View mode: basic / threaded / horizontal-split · Log in · Help
January 18, 2005
D and clusters
Has anyone tried running a D program over a cluster of any kind?  I'm wondering
how it would be handled with the GC statically built into the executable.  I'm
guessing it would be fine.  I've just been reading articles lately about
bioinformatics and how a lot of lower level libraries are built with C and then
used by Python or Java and often distributed over a cluster.  D might be a good
fit in this arena; as a library workhorse or as a pipeline driver front-end.

Kramer
January 19, 2005
Re: D and clusters
In article <csjsuu$2db2$1@digitaldaemon.com>, Kramer says...
>
>Has anyone tried running a D program over a cluster of any kind?  I'm wondering
>how it would be handled with the GC statically built into the executable.  I'm
>guessing it would be fine.  I've just been reading articles lately about
>bioinformatics and how a lot of lower level libraries are built with C and then
>used by Python or Java and often distributed over a cluster.  D might be a good
>fit in this arena; as a library workhorse or as a pipeline driver front-end.



Mango (dsource.org) has a reasonably extensive clustering package: it
distributes queue & cache content as D classes, supports optimized
cache-coherency, and can squirt behaviour around the network as mobile-tasks.
It's also rather easy to use.

However, the GC really needs to support DLLs properly to make the latter operate
in a robust, truly dynamic manner. 

That is, if the mobile-code functionality you need can be defined statically
(per cluster node) then it will currently operate just fine within a cluster. If
you need dynamic Java-style loading of classes via a DLL distribution mechanism,
then you may run into the MM problems that plague D & DLLs -- each DLL will end
up with it's own GC, which can wreak havoc if you're not rather careful.

Mango.cluster is designed to handle both scenarios, but you currently have to be
aware of the multiple GC issues within the dynamic scenario. There are a number
of past topics where people are lamenting the lack of useful GC support
vis-a-vis DLLs. Any dynamic system will run into these problems: imagine having
to reconfigure & reboot an entire site just to install a new servlet ...

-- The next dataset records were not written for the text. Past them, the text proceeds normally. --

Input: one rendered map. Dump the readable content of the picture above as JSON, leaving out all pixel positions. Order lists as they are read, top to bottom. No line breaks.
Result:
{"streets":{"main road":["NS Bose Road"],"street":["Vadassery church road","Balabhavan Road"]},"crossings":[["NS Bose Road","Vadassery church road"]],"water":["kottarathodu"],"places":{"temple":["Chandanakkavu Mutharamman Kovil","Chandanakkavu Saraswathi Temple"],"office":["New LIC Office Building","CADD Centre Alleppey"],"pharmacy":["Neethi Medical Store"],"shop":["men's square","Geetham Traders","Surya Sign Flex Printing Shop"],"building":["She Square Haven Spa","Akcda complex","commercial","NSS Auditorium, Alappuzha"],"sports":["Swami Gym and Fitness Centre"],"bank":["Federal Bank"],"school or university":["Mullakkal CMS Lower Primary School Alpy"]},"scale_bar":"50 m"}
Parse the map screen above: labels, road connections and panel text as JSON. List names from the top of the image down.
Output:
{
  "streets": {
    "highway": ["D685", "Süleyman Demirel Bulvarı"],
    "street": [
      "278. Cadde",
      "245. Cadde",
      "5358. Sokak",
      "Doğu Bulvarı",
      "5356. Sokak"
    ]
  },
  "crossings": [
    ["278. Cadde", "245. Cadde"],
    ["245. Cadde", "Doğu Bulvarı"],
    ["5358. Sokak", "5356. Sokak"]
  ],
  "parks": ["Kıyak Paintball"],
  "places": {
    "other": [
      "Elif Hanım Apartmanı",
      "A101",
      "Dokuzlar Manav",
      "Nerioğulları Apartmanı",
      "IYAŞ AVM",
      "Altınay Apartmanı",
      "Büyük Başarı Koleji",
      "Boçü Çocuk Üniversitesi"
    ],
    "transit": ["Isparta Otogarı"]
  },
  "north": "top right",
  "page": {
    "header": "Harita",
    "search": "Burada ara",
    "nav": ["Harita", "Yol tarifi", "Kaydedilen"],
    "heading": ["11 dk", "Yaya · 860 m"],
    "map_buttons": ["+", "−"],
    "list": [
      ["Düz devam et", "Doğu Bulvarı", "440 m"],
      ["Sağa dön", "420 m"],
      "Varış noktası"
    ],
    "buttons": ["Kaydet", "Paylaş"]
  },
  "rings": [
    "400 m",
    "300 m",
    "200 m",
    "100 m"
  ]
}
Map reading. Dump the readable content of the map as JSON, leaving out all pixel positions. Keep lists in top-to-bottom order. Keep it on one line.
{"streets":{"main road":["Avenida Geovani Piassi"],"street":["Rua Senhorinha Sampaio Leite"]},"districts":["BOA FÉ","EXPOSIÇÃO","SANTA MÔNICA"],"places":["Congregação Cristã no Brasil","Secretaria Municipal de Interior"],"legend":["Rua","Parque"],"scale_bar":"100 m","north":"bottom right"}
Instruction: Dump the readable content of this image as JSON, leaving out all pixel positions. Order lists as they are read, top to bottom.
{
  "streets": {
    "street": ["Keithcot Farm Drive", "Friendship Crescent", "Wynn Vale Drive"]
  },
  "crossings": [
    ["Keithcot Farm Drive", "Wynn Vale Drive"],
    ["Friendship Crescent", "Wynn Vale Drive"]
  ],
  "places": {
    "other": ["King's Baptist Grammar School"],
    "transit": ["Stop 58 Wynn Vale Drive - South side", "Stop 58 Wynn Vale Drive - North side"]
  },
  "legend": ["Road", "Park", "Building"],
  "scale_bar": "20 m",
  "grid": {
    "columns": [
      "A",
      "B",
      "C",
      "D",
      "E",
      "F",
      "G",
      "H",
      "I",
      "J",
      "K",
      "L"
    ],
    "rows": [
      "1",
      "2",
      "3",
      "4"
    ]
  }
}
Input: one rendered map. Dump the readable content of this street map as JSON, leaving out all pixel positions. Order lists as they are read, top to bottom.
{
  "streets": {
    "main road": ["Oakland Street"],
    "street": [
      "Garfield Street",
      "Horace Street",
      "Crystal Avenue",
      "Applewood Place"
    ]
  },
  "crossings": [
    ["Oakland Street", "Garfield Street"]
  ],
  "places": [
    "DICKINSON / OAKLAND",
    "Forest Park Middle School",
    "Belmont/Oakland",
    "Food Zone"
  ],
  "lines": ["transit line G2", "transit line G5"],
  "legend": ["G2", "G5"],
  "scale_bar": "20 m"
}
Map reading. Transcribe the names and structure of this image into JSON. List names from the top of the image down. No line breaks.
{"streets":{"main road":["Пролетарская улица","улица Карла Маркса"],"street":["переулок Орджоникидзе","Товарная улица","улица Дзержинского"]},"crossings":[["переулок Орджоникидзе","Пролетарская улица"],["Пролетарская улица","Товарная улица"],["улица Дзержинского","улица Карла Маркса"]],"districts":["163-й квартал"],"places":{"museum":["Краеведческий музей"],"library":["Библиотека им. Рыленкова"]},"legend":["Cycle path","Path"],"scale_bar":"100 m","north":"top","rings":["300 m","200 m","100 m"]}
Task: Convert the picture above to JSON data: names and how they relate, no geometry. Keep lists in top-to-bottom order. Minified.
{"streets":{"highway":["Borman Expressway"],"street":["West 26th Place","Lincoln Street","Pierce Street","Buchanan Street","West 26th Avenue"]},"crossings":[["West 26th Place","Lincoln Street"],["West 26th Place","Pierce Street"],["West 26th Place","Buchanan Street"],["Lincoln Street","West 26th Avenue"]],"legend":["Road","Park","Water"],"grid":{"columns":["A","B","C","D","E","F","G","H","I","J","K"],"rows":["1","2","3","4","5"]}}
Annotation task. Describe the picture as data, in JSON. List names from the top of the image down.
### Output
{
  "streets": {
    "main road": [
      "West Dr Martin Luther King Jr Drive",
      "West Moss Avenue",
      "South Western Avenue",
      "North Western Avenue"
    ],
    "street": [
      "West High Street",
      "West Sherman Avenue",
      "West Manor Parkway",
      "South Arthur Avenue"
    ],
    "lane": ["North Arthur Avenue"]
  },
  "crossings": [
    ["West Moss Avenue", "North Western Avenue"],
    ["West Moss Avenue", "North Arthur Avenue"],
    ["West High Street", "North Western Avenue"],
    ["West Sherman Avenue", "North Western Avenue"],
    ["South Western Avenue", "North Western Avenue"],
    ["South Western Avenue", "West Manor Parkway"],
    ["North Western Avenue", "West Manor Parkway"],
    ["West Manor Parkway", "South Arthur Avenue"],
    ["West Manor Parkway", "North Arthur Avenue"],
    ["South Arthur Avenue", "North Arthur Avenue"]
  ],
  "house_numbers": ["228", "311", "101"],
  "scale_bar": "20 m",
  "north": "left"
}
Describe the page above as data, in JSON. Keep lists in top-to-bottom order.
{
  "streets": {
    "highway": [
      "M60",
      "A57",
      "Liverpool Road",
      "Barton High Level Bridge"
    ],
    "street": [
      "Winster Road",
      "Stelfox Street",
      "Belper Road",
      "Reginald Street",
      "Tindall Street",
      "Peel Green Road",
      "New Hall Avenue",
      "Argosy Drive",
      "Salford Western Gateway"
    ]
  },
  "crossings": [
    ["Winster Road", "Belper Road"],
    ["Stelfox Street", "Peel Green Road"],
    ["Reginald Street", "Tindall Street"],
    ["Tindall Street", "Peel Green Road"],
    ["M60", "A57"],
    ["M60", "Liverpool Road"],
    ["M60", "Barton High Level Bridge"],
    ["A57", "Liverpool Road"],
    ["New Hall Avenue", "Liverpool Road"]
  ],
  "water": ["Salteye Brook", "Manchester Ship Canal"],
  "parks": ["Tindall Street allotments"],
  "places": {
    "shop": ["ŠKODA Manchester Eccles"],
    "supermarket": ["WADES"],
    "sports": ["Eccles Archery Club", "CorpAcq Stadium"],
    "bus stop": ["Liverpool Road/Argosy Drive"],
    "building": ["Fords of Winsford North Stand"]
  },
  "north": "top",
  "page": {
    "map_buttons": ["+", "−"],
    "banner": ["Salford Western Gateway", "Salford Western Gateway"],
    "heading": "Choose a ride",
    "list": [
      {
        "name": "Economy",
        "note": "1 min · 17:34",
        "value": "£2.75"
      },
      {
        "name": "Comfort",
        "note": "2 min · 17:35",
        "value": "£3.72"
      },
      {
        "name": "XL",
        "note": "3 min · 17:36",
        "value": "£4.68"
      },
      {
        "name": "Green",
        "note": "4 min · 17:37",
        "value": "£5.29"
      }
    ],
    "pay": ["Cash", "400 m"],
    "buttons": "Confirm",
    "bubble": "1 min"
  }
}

Walter perfers everything to be statically linked, and previously indicated that
he does not like DLLs at all (due to potential versioning problems). This is
likely the reason why the multiple GC problem apparently has rather minimal
priority.

Needless to say, many of us believe D would benefit greatly from some attention
in this arena.

Two things need to happen:

1) the GC has to be isolated into a DLL itself (so there's only one instance)

2) As I recall, the static-data extents of each DLL have to be registered with
the GC (in the same manner as executables). This could theoretically be done
manually, but should be done by the compiler instead.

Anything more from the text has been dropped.